[RISC-V] Fix crash with late stack realignment requirement #83496

nemanjai · 2024-02-29T22:35:56Z

In order to performa a stack re-alignment, the RISC-V back end requires the frame pointer. Of course, the frame pointer rquires a register to be reserved. The decision on which registers to reserve is made prior to any spilling introduced by RA. If the spill has to spill a register that of a class that requires greater alignment than the stack alignment, this will trigger a requirement to re-align the stack but the FP register hasn't been reserved.
This patch adds a check for any use of a register that could cause stack re-alignment if it were to be spilled.

Currently, the only situation that triggers this issue is when we have -Zdinx with the E extension (for which we align the stack to 4 bytes).

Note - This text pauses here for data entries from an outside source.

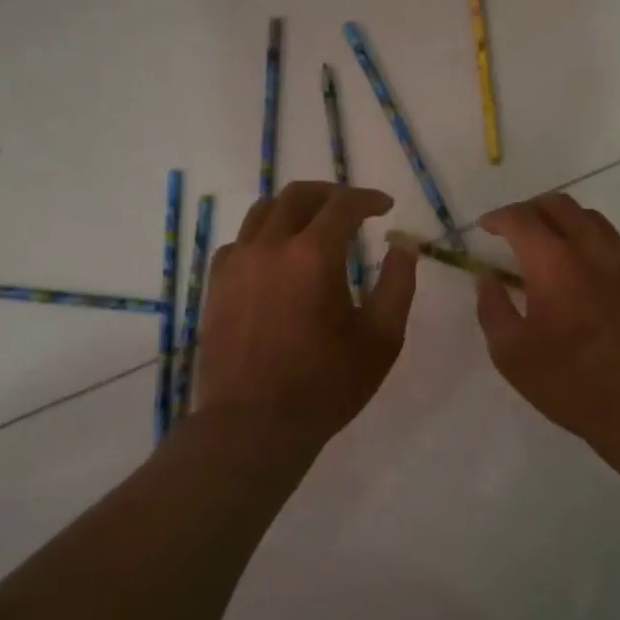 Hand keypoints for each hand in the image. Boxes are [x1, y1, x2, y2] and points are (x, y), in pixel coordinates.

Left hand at [198, 181, 417, 446]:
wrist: (253, 424)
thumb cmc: (326, 384)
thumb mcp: (381, 338)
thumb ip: (398, 283)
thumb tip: (404, 243)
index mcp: (313, 255)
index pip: (343, 205)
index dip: (368, 199)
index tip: (385, 207)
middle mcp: (270, 246)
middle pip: (298, 195)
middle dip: (331, 194)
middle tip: (353, 208)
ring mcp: (236, 264)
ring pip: (263, 212)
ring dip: (295, 209)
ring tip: (315, 226)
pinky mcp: (216, 285)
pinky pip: (240, 241)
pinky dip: (264, 235)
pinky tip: (277, 258)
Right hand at [474, 193, 619, 453]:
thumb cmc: (570, 384)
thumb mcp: (511, 355)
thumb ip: (492, 307)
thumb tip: (487, 277)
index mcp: (553, 263)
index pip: (521, 218)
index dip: (499, 217)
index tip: (487, 227)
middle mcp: (593, 248)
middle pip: (560, 205)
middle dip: (532, 210)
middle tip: (517, 229)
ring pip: (593, 219)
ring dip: (567, 223)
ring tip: (555, 246)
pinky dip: (600, 245)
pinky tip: (596, 269) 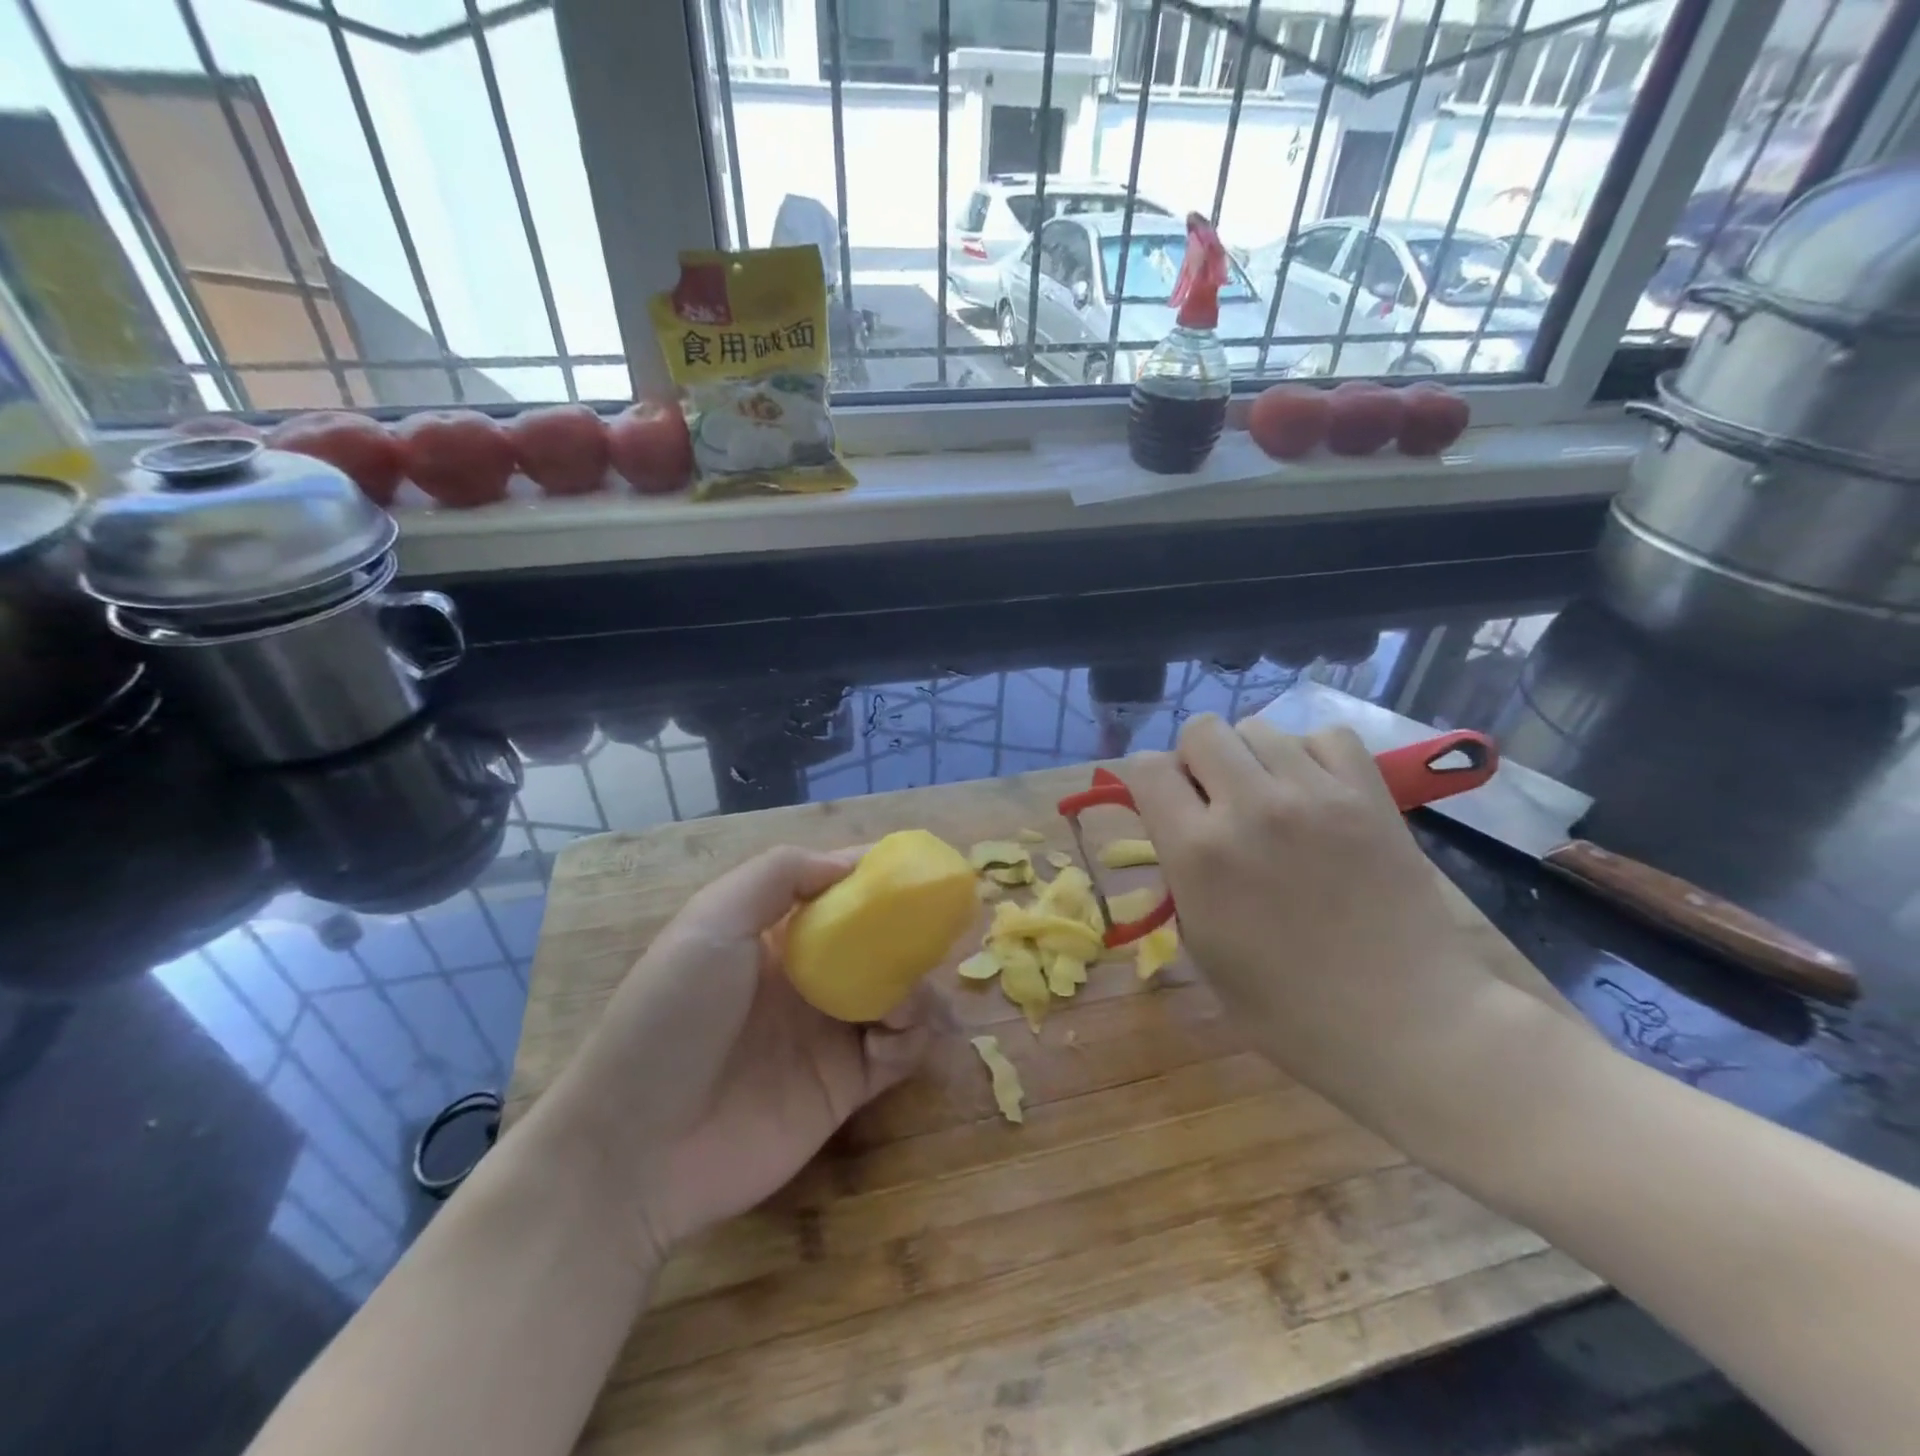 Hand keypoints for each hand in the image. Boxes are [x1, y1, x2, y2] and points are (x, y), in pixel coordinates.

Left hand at [537, 846, 931, 1263]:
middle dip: (909, 931)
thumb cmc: (671, 1015)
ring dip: (916, 986)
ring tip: (904, 997)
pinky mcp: (847, 1086)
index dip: (876, 876)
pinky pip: (901, 1050)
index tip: (916, 869)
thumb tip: (851, 864)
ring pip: (899, 993)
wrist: (636, 1148)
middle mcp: (807, 977)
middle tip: (933, 931)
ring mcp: (828, 1032)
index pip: (837, 891)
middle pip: (878, 941)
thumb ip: (780, 875)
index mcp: (774, 934)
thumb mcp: (713, 920)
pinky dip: (913, 1035)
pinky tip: (896, 1034)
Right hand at [1117, 715, 1521, 1133]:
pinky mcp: (1370, 796)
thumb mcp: (1202, 950)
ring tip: (1271, 799)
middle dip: (1197, 760)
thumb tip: (1178, 831)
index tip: (1162, 805)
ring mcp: (1315, 795)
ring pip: (1259, 727)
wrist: (1407, 1025)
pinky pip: (1326, 737)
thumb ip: (1181, 876)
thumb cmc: (1289, 1010)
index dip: (1146, 781)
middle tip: (1216, 801)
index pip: (1147, 768)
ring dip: (1251, 758)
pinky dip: (1311, 755)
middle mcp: (1250, 807)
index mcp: (1199, 852)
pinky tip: (1316, 794)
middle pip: (1202, 729)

In order to performa a stack re-alignment, the RISC-V back end requires the frame pointer. Of course, the frame pointer rquires a register to be reserved. The decision on which registers to reserve is made prior to any spilling introduced by RA. If the spill has to spill a register that of a class that requires greater alignment than the stack alignment, this will trigger a requirement to re-align the stack but the FP register hasn't been reserved. This patch adds a check for any use of a register that could cause stack re-alignment if it were to be spilled. Currently, the only situation that triggers this issue is when we have -Zdinx with the E extension (for which we align the stack to 4 bytes).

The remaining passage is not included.